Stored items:
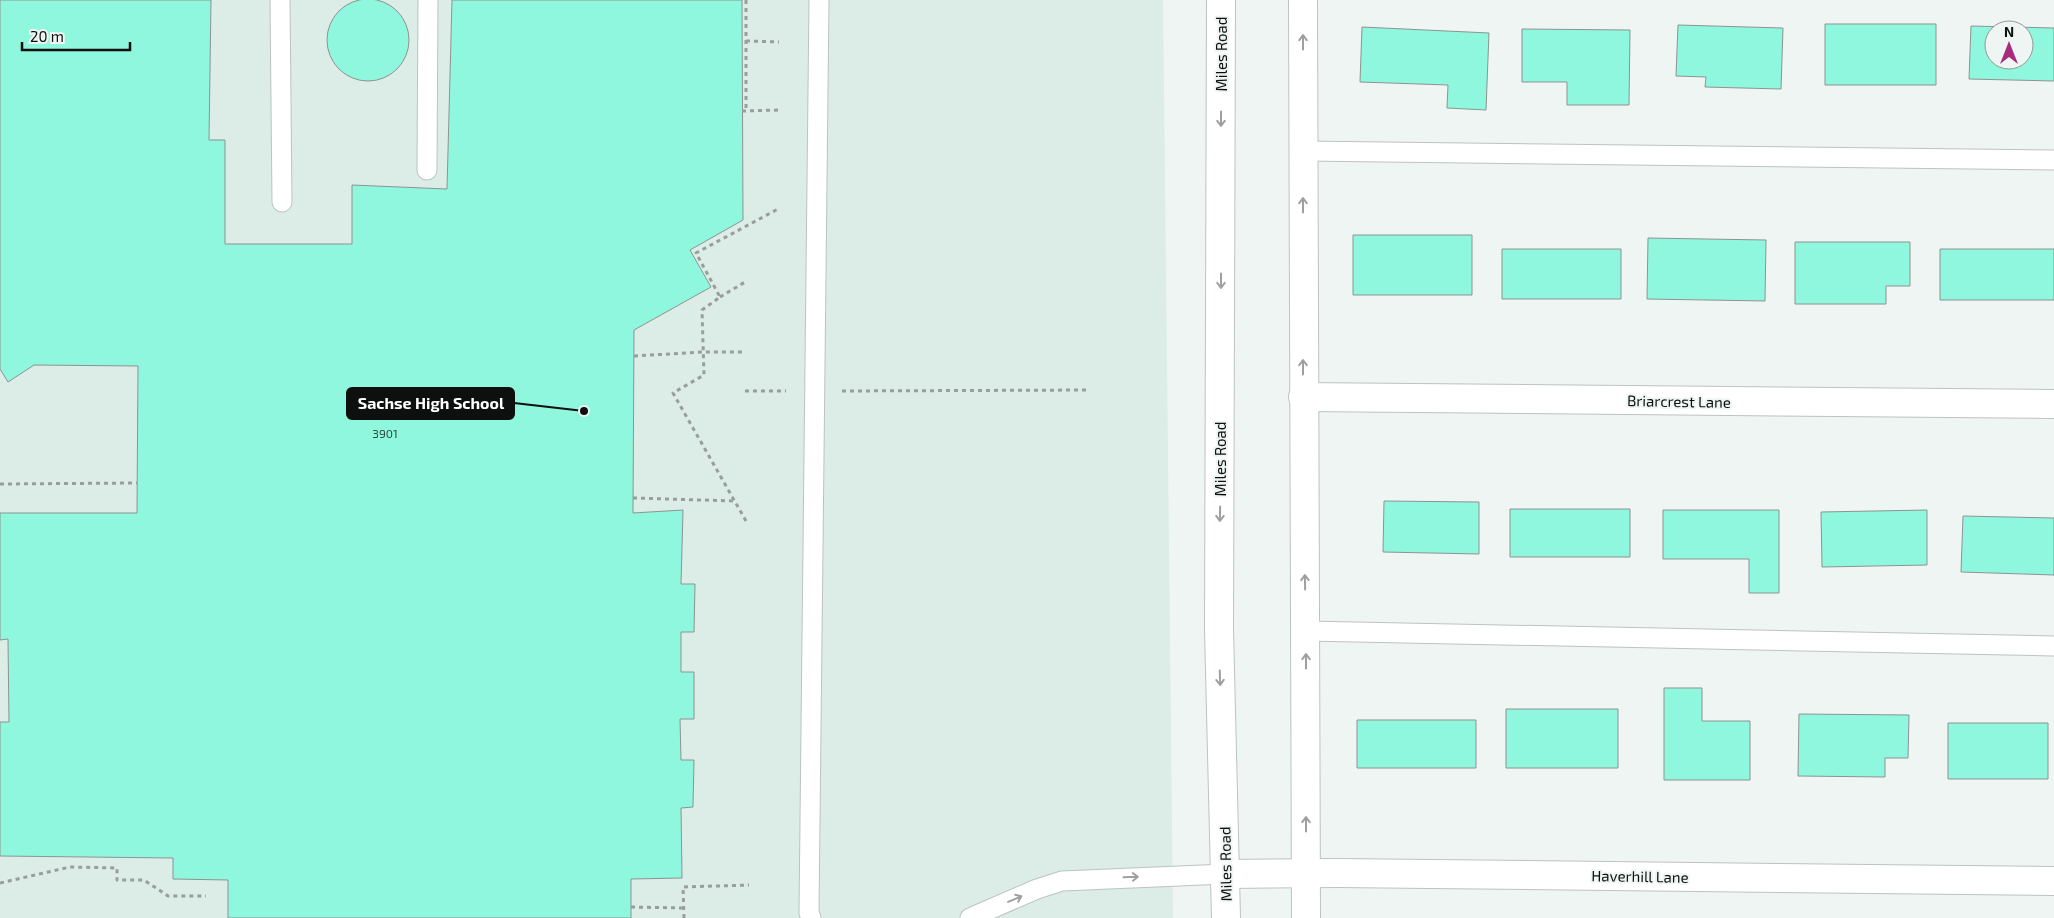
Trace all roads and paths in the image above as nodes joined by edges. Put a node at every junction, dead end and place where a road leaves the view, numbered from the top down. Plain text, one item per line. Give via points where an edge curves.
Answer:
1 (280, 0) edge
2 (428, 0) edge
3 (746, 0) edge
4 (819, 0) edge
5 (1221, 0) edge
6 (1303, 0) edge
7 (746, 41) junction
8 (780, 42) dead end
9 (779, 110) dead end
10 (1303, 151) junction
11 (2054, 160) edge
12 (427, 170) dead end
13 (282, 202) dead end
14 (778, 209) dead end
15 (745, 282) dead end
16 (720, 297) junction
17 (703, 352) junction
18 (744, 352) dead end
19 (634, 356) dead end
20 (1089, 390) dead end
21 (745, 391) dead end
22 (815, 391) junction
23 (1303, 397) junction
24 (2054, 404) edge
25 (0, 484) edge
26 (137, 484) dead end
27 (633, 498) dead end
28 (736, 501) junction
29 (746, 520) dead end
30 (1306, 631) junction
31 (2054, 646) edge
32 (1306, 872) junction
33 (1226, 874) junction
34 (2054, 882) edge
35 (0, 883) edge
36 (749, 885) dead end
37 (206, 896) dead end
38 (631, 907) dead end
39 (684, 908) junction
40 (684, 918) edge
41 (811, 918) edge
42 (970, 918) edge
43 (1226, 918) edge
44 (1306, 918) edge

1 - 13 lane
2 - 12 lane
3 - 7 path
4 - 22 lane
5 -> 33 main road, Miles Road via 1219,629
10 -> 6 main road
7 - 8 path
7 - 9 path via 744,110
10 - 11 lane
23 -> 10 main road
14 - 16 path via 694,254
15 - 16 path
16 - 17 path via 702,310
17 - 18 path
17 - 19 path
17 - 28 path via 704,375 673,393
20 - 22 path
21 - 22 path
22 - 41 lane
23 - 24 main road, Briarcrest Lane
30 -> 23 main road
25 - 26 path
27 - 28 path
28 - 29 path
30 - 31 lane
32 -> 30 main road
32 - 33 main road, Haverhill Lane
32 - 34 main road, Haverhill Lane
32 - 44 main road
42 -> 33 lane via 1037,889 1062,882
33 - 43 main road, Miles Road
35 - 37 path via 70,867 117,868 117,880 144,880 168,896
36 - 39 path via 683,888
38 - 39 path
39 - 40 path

---

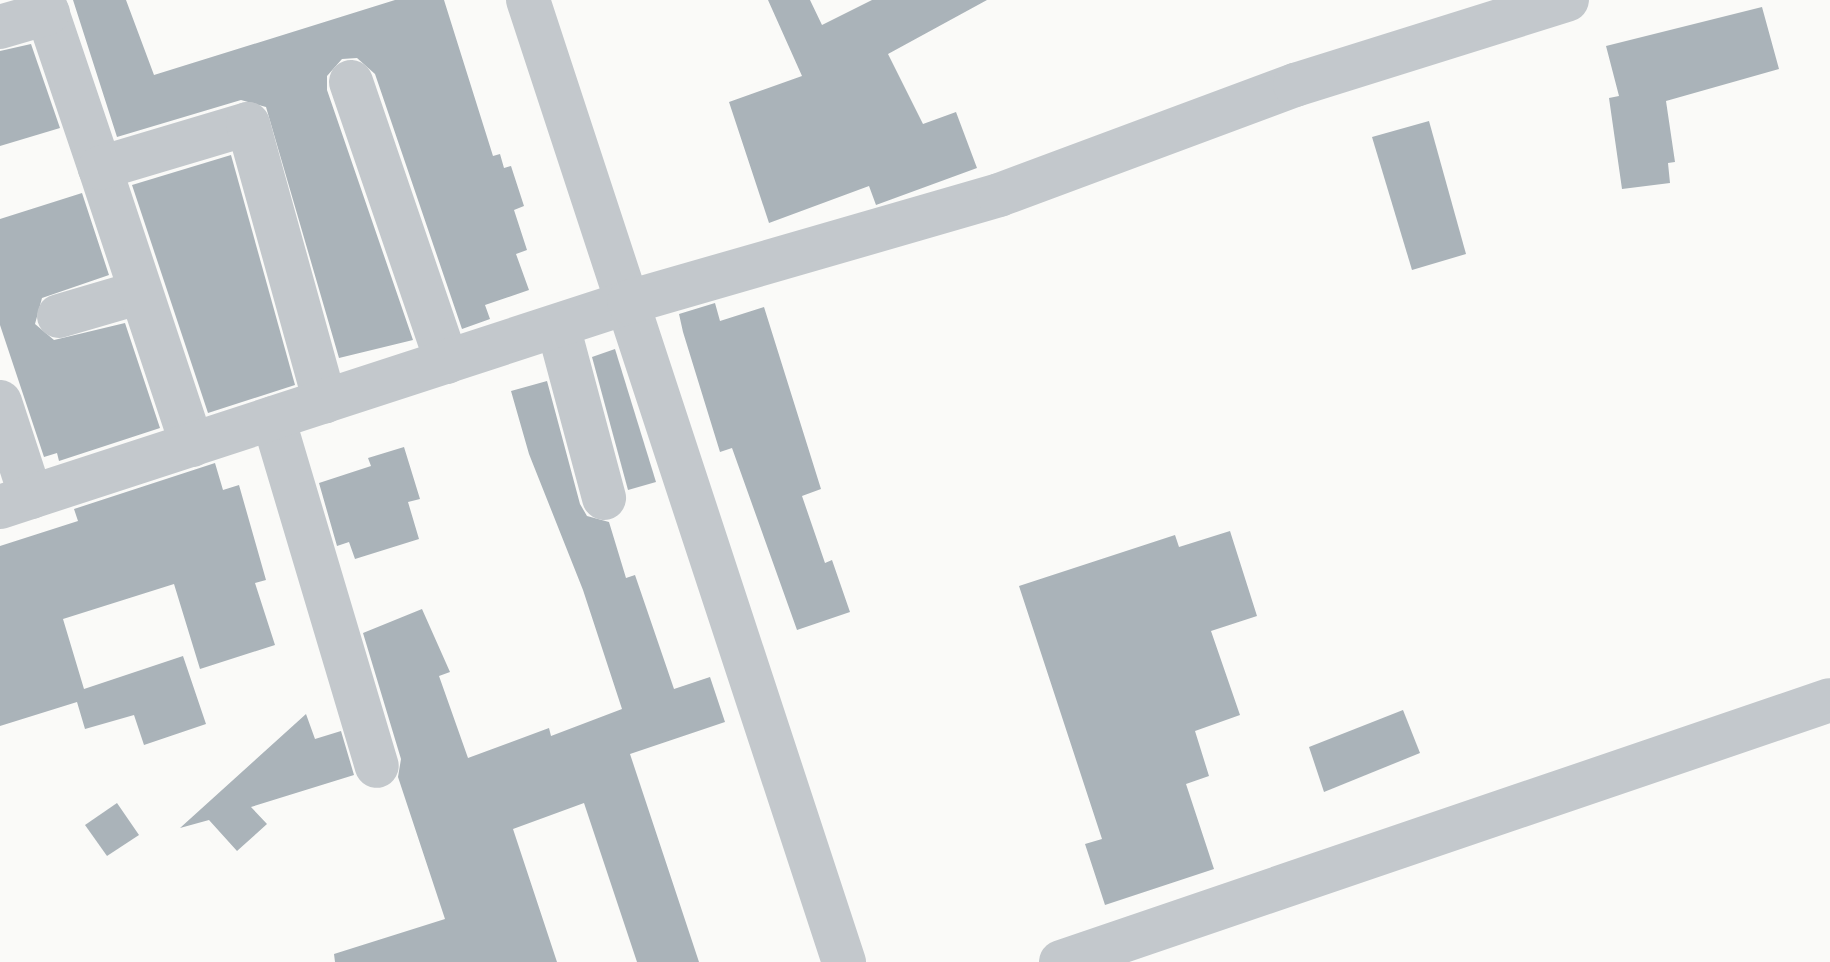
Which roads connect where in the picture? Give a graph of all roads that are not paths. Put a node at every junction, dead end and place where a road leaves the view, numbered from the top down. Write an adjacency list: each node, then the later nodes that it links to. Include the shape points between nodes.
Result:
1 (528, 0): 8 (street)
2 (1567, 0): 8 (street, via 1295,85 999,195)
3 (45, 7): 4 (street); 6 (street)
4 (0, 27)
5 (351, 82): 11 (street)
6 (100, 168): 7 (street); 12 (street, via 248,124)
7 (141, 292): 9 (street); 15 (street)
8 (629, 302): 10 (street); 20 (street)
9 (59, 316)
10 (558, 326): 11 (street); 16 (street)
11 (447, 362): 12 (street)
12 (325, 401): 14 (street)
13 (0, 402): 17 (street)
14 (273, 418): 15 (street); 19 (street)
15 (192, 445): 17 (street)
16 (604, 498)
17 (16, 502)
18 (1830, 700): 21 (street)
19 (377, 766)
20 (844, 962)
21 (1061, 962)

Work to be completed
Copy out all lines from the records where the word "every" appears.

Solution to this problem
Trace all roads and paths in the image above as nodes joined by edges. Put a node at every junction, dead end and place where a road leaves the view, numbered from the top down. Plain text, one item per line. Give via points where an edge curves.
Which roads connect where in the picture? Give a graph of all roads that are not paths. Put a node at every junction, dead end and place where a road leaves the view, numbered from the top down. Write an adjacency list: each node, then the later nodes that it links to. Include the shape points between nodes.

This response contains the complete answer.